At Wagga I stood at a bar with three other men, two of whom had lost one eye in Vietnam while the other was totally blind. He had a magnificent black Labrador as his companion. The dog sat at his feet all of the four days of the reunion patiently listening to the the same stories I’m sure he’s heard a thousand times before. A tiny splinter of shrapnell has severed my friends optic nerve and although his eyes are perfect the braion doesn’t know.
One of the others told me a story of a barroom brawl that had happened when he was young and angry.
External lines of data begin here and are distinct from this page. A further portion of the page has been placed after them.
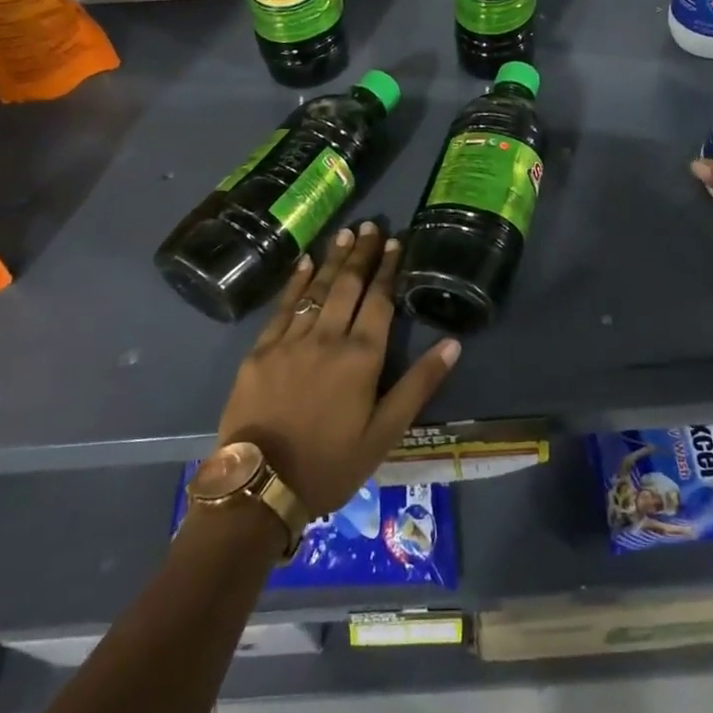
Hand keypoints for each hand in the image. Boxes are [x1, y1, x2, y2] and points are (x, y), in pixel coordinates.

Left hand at [217, 220, 460, 515]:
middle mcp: (328, 338)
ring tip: (345, 233)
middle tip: (372, 226)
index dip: (389, 269)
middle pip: (348, 286)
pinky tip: (303, 263)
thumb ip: (419, 385)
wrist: (260, 487)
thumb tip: (452, 344)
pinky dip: (295, 282)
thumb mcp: (385, 434)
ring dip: (332, 259)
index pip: (380, 301)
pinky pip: (282, 307)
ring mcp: (290, 341)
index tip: (396, 242)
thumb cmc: (330, 464)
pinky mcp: (260, 351)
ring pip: (317, 290)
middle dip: (362, 254)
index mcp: (361, 358)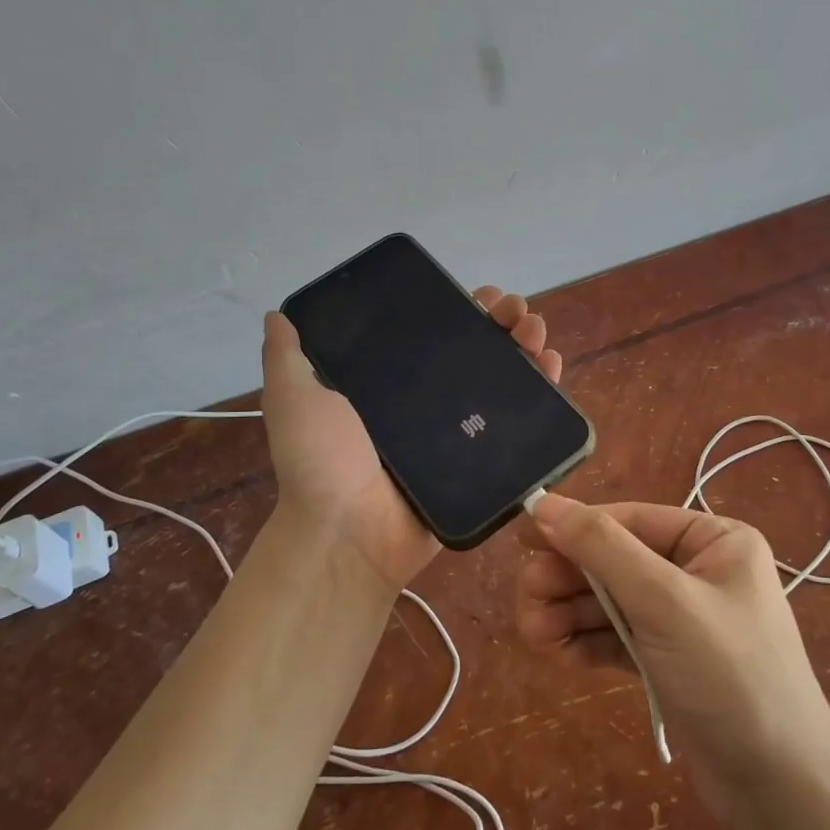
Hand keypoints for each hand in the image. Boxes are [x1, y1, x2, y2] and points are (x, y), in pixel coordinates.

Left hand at [261, 287, 563, 591]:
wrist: (348, 534)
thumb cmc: (322, 463)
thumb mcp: (295, 399)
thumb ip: (287, 357)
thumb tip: (278, 313)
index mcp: (393, 383)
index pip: (435, 334)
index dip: (462, 310)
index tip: (481, 295)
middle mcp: (430, 403)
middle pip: (478, 352)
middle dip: (503, 323)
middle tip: (517, 311)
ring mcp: (459, 433)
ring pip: (503, 380)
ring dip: (526, 348)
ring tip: (536, 333)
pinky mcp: (482, 461)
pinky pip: (517, 425)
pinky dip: (541, 394)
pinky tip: (551, 368)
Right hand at [517, 496, 829, 824]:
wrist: (781, 791)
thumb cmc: (729, 676)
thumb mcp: (663, 601)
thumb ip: (602, 548)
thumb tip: (544, 503)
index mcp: (715, 540)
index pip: (630, 520)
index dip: (575, 527)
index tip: (522, 540)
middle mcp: (700, 570)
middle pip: (616, 560)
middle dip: (569, 580)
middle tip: (526, 598)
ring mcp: (684, 618)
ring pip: (612, 600)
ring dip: (569, 613)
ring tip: (531, 632)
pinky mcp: (670, 659)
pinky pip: (619, 635)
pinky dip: (587, 640)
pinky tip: (555, 651)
In the bathroom at the bar he had got involved in an altercation with a peacenik and had headbutted him in frustration. This action had dislodged his glass eye and it was pointing hard to port. He wasn’t aware of this and when he went back to the bar his good eye was pointing straight ahead while his glass eye was glaring at the rough character to his left who started another conversation with the oft-head precursor to brawls “What are you staring at you bastard?” Time to go home.
I met Kerry who I had last seen in Vietnam in the same platoon as myself. One night, whilst on sentry duty he set the standard for all sentries when he waited for the approaching enemy to come within one meter before he initiated contact. At one meter he fired, guaranteeing a hit that unfortunately struck a pack of C4 explosives the Vietcong was carrying in satchel on his chest. The explosion robbed Kerry of his eye, wounded his mate and splattered the rest of us with gore. Kerry was demobbed back to Australia and has got on with life, albeit with a one eyed view.
I met Reginald Bandy, the Regimental Sergeant Major of the Battalion in 1970. He left his home in Western Australia in 1942 to help stem the flow of the Japanese in the Pacific. By wars end he was a platoon sergeant and went on to serve in Morotai where the Royal Australian Regiment (the Australian Army’s regular infantry) was formed from battalions of the Second AIF (Australian Infantry Forces) He stayed overseas and eventually fought in the Battle of Kapyong in Korea. I asked him what part he played in this battle. He said he was a platoon sergeant but actually operated as a platoon commander because “We were running out of Lieutenants”
His mother complained to the Minister for the Army that she hadn’t seen her son for ten years and he was brought straight back home to a posting Instructing new officers. Well he could, couldn’t he. He went on to serve in Malaya, Borneo and was one of the experienced Warrant Officers that formed the initial draft of the Australian Army Training Team in 1965 that became the most decorated unit ever to serve overseas under the Australian flag. In 1970 he lent his experience to officers and NCOs in the 7th Battalion in Vietnam. If Australian soldiers have a good reputation it is because of men like Reg Bandy. At the reunion this month he played golf most days and went for a walk in the mornings. He was 80 last birthday.
I see Yobbo is discussing great Australians and whereas I don’t disagree with any mentioned in Yobbos’s weblog or in others I will say I have known some great Australians and the comon theme amongst them is that they wore the uniforms of the military and all had heard the call of the bugle.